#### Task objective
Could you write the entries out again, exactly as they are?

#### Materials provided
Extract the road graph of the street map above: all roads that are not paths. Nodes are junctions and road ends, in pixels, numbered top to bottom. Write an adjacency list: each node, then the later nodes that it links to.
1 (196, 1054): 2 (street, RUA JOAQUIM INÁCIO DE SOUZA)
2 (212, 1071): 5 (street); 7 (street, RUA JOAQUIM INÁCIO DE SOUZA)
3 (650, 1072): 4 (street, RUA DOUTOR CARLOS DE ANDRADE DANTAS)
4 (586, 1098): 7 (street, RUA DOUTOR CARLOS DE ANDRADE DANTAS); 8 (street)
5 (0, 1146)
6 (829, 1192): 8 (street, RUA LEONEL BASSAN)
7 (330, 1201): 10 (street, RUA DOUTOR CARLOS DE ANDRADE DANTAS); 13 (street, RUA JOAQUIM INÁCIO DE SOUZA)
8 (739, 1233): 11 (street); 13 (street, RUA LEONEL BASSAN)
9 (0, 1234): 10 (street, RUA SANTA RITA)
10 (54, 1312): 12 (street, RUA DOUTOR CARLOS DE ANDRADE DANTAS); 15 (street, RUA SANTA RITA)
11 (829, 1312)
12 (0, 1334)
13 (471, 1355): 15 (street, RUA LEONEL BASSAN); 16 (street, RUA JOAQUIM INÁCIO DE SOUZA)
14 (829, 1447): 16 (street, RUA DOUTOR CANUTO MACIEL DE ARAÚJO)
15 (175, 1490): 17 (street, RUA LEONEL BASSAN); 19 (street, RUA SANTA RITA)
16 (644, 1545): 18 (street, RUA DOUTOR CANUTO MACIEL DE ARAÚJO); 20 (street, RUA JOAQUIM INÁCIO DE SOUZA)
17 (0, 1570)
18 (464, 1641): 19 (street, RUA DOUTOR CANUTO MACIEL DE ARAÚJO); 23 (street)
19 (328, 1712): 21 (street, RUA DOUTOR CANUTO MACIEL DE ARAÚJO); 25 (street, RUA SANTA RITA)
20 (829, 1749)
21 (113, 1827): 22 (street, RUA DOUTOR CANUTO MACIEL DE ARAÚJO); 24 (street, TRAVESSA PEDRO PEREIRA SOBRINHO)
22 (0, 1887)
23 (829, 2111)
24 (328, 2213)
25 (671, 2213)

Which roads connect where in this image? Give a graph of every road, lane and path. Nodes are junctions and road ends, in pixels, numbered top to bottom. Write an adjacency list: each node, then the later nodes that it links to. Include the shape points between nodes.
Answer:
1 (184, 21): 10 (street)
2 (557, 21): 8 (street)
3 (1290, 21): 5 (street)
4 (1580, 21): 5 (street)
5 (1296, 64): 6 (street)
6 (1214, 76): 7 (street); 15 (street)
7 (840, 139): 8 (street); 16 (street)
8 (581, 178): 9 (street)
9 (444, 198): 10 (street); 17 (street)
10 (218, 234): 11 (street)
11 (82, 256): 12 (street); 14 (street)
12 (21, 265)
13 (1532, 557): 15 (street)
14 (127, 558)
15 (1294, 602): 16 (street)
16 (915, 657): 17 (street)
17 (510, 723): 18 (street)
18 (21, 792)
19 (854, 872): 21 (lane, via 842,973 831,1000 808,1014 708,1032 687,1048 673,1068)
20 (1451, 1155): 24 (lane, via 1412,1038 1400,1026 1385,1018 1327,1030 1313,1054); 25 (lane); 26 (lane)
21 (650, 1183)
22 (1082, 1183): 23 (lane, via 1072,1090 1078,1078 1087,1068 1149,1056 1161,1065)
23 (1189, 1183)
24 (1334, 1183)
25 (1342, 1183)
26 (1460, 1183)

#### Expected answer
Extract the road graph of the street map above: all roads that are not paths. Nodes are junctions and road ends, in pixels, numbered top to bottom. Write an adjacency list: each node, then the later nodes that it links to.
1 (196, 1054): 2 (street, RUA JOAQUIM INÁCIO DE SOUZA)
2 (212, 1071): 5 (street); 7 (street, RUA JOAQUIM INÁCIO DE SOUZA)
3 (650, 1072): 4 (street, RUA DOUTOR CARLOS DE ANDRADE DANTAS)
4 (586, 1098): 7 (street, RUA DOUTOR CARLOS DE ANDRADE DANTAS); 8 (street)
5 (0, 1146)
6 (829, 1192): 8 (street, RUA LEONEL BASSAN)
7 (330, 1201): 10 (street, RUA DOUTOR CARLOS DE ANDRADE DANTAS); 13 (street, RUA JOAQUIM INÁCIO DE SOUZA)
8 (739, 1233): 11 (street); 13 (street, RUA LEONEL BASSAN)
9 (0, 1234): 10 (street, RUA SANTA RITA)
10 (54, 1312): 12 (street, RUA DOUTOR CARLOS DE ANDRADE DANTAS); 15 (street, RUA SANTA RITA)
11 (829, 1312)
12 (0, 1334)
13 (471, 1355): 15 (street, RUA LEONEL BASSAN); 16 (street, RUA JOAQUIM INÁCIO DE SOUZA)
14 (829, 1447): 16 (street, RUA DOUTOR CANUTO MACIEL DE ARAÚJO)
15 (175, 1490): 17 (street, RUA LEONEL BASSAN); 19 (street, RUA SANTA RITA)
16 (644, 1545): 18 (street, RUA DOUTOR CANUTO MACIEL DE ARAÚJO); 20 (street, RUA JOAQUIM INÁCIO DE SOUZA)
17 (0, 1570)
18 (464, 1641): 19 (street, RUA DOUTOR CANUTO MACIEL DE ARAÚJO); 23 (street)
19 (328, 1712): 21 (street, RUA DOUTOR CANUTO MACIEL DE ARAÚJO); 25 (street, RUA SANTA RITA)
20 (829, 1749)
21 (113, 1827): 22 (street, RUA DOUTOR CANUTO MACIEL DE ARAÚJO); 24 (street, TRAVESSA PEDRO PEREIRA SOBRINHO)
22 (0, 1887)
23 (829, 2111)
24 (328, 2213)
25 (671, 2213)

Which roads connect where in this image? Give a graph of every road, lane and path. Nodes are junctions and road ends, in pixels, numbered top to bottom. Write an adjacency list: each node, then the later nodes that it links to. Include the shape points between nodes.
Answer:
1 (184, 21): 10 (street)
2 (557, 21): 8 (street)
3 (1290, 21): 5 (street)
4 (1580, 21): 5 (street)
5 (1296, 64): 6 (street)
6 (1214, 76): 7 (street); 15 (street)
7 (840, 139): 8 (street); 16 (street)
8 (581, 178): 9 (street)
9 (444, 198): 10 (street); 17 (street)
10 (218, 234): 11 (street)
11 (82, 256): 12 (street); 14 (street)
12 (21, 265)
13 (1532, 557): 15 (street)
14 (127, 558)
15 (1294, 602): 16 (street)
16 (915, 657): 17 (street)
17 (510, 723): 18 (street)
18 (21, 792)
19 (854, 872): 21 (lane, via 842,973 831,1000 808,1014 708,1032 687,1048 673,1068)
20 (1451, 1155): 24 (lane, via 1412,1038 1400,1026 1385,1018 1327,1030 1313,1054); 25 (lane); 26 (lane)
21 (650, 1183)
22 (1082, 1183): 23 (lane, via 1072,1090 1078,1078 1087,1068 1149,1056 1161,1065)
23 (1189, 1183)
24 (1334, 1183)
25 (1342, 1183)
26 (1460, 1183)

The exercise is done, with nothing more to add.